» EXERCISE OBJECTIVE
Retype the range from the line holding "Road topology of" to the last line of the listing, inclusive, exactly as it appears and with nothing else.

» EXCERPTED RECORDS
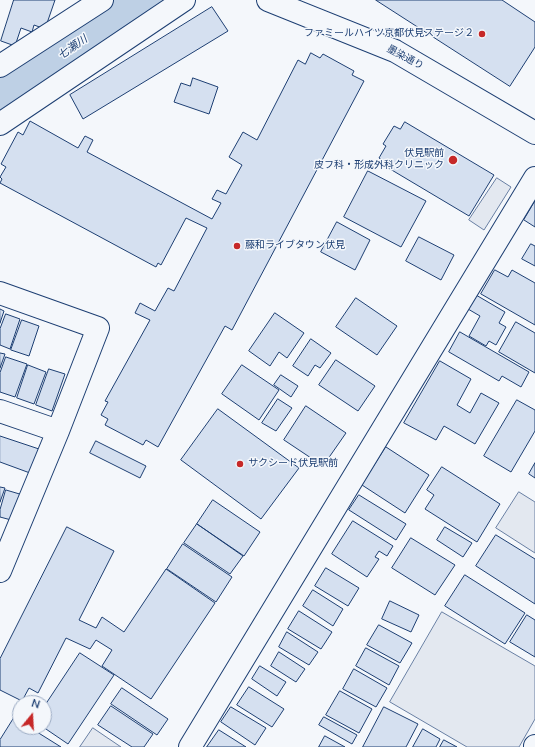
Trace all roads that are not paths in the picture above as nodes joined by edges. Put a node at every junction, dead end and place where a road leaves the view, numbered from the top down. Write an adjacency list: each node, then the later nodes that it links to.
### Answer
1 (102, 0): 4 (street)
2 (184, 0): 5 (street)
3 (268, 0): 6 (street, 墨染通り)
4 (0, 66)
5 (0, 124)
6 (535, 133)
7 (535, 178): 13 (street)
8 (0, 293): 10 (street)
9 (0, 411): 10 (street)
10 (58, 431): 11 (street)
11 (5, 547): 12 (street)
12 (0, 571)
13 (190, 747)

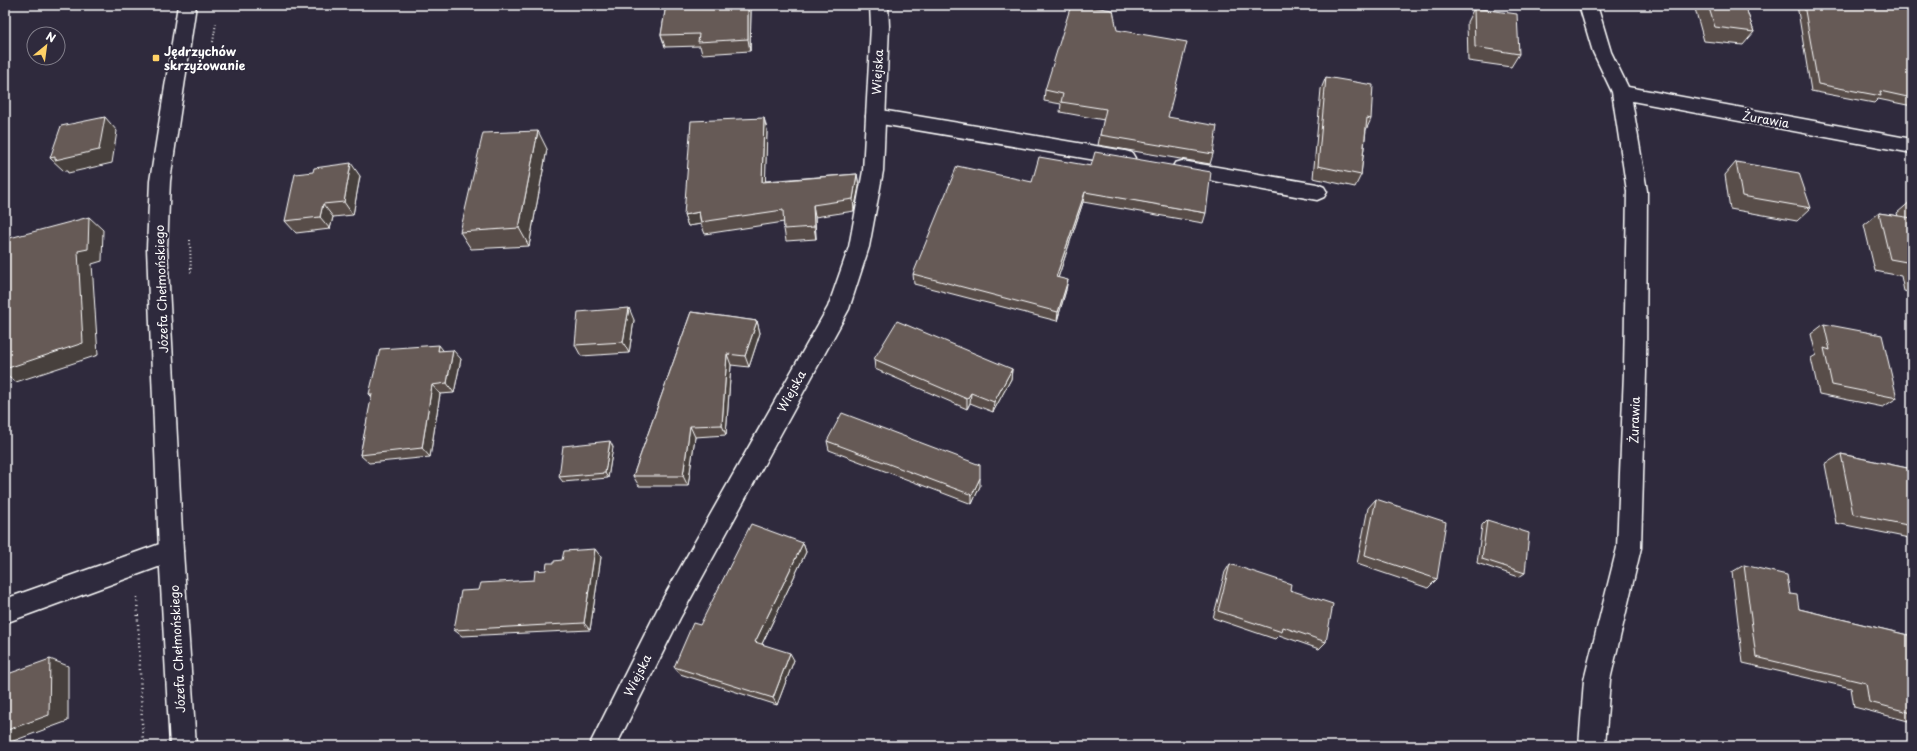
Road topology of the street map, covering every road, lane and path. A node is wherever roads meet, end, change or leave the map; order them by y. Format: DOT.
graph roads {
  1 [pos="186,5"];
  2 [pos="879,5"];
  3 [pos="1588,5"];
  4 [pos="1620,92"];
  5 [pos="875,116"];
  6 [pos="1912,146"];
  7 [pos="1144,161"];
  8 [pos="1167,166"];
  9 [pos="1317,192"];
  10 [pos="171,551"];
  11 [pos="5,611"];
  12 [pos="183,746"];
  13 [pos="602,746"];
  14 [pos="1592,746"];
  1 -- 10 [label="street, Józefa Chełmońskiego"];
  2 -- 5 [label="street, Wiejska"];
  3 -- 4 [label="street, Żurawia"];
  4 -- 6 [label="street, Żurawia"];
  4 -- 14 [label="street, Żurawia"];
  5 -- 7 [label="street"];
  5 -- 13 [label="street, Wiejska"];
  8 -- 9 [label="street"];
  10 -- 11 [label="street"];
  10 -- 12 [label="street, Józefa Chełmońskiego"];
}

» RESPONSE
Road topology of the street map, covering every road, lane and path. A node is wherever roads meet, end, change or leave the map; order them by y. Format: DOT.
graph roads {
  1 [pos="186,5"];
  2 [pos="879,5"];
  3 [pos="1588,5"];
  4 [pos="1620,92"];
  5 [pos="875,116"];
  6 [pos="1912,146"];
  7 [pos="1144,161"];
  8 [pos="1167,166"];
  9 [pos="1317,192"];
  10 [pos="171,551"];
  11 [pos="5,611"];
  12 [pos="183,746"];
  13 [pos="602,746"];
  14 [pos="1592,746"];
  1 -- 10 [label="street, Józefa Chełmońskiego"];
  2 -- 5 [label="street, Wiejska"];
  3 -- 4 [label="street, Żurawia"];
  4 -- 6 [label="street, Żurawia"];
  4 -- 14 [label="street, Żurawia"];
  5 -- 7 [label="street"];
  5 -- 13 [label="street, Wiejska"];
  8 -- 9 [label="street"];
  10 -- 11 [label="street"];
  10 -- 12 [label="street, Józefa Chełmońskiego"];
}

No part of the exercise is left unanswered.